• [INPUT DATA]:
Segment Open

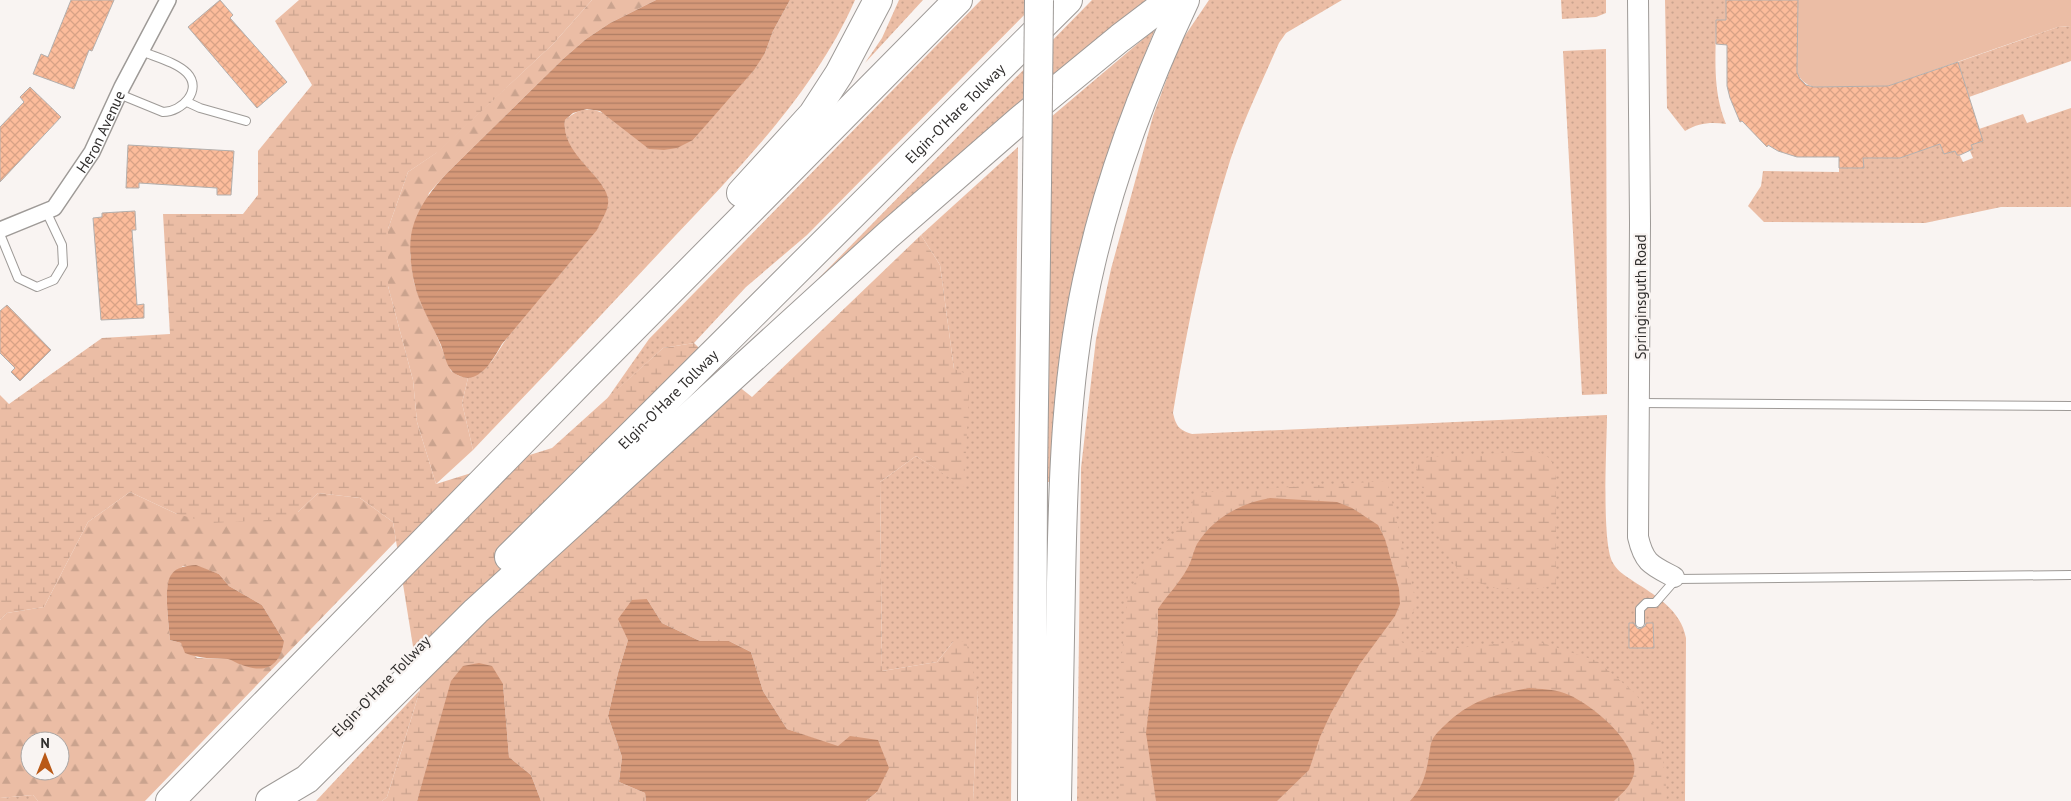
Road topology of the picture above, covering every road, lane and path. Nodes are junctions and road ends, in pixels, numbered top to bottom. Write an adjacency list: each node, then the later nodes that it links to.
1 (168, 0): 9 (street, Heron Avenue)
2 (878, 0): 15 (highway)
3 (958, 0): 15 (highway)
4 (1039, 0): 23 (highway, bridge)
5 (1068, 0): 22 (highway, Elgin-O'Hare Tollway)
6 (1170, 0): 22 (highway)
7 (1185, 0): 24 (highway)
8 (1638, 0): 16 (street, Springinsguth Road)
9 (141, 51): 10 (street, Heron Avenue); 11 (lane)
10 (119, 94): 11 (lane); 13 (street, Heron Avenue)
11 (187, 102): 12 (lane)
12 (246, 121)
13 (46, 211): 14 (street, Heron Avenue); 14 (lane)
14 (0, 232)
15 (584, 378): 21 (highway)
16 (1640, 403): 17 (lane); 19 (street, Springinsguth Road)
17 (2071, 406)
18 (2071, 575): 20 (lane)
19 (1674, 577)
20 (1640, 623)
21 (170, 801)
22 (270, 801)
23 (1032, 801)
24 (1057, 801)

Segment Closed

• [INSTRUCTIONS TO FOLLOW]: Would you write out each entry word for word and omit the images?

• [RESULT OF THE TASK]:
Road topology of the picture above, covering every road, lane and path. Nodes are junctions and road ends, in pixels, numbered top to bottom. Write an adjacency list: each node, then the later nodes that it links to.
1 (168, 0): 9 (street, Heron Avenue)
2 (878, 0): 15 (highway)
3 (958, 0): 15 (highway)
4 (1039, 0): 23 (highway, bridge)
5 (1068, 0): 22 (highway, Elgin-O'Hare Tollway)
6 (1170, 0): 22 (highway)
7 (1185, 0): 24 (highway)
8 (1638, 0): 16 (street, Springinsguth Road)
9 (141, 51): 10 (street, Heron Avenue); 11 (lane)
10 (119, 94): 11 (lane); 13 (street, Heron Avenue)
11 (187, 102): 12 (lane)
12 (246, 121)
13 (46, 211): 14 (street, Heron Avenue); 14 (lane)
14 (0, 232)
15 (584, 378): 21 (highway)
16 (1640, 403): 17 (lane); 19 (street, Springinsguth Road)
17 (2071, 406)
18 (2071, 575): 20 (lane)
19 (1674, 577)
20 (1640, 623)
21 (170, 801)
22 (270, 801)
23 (1032, 801)
24 (1057, 801)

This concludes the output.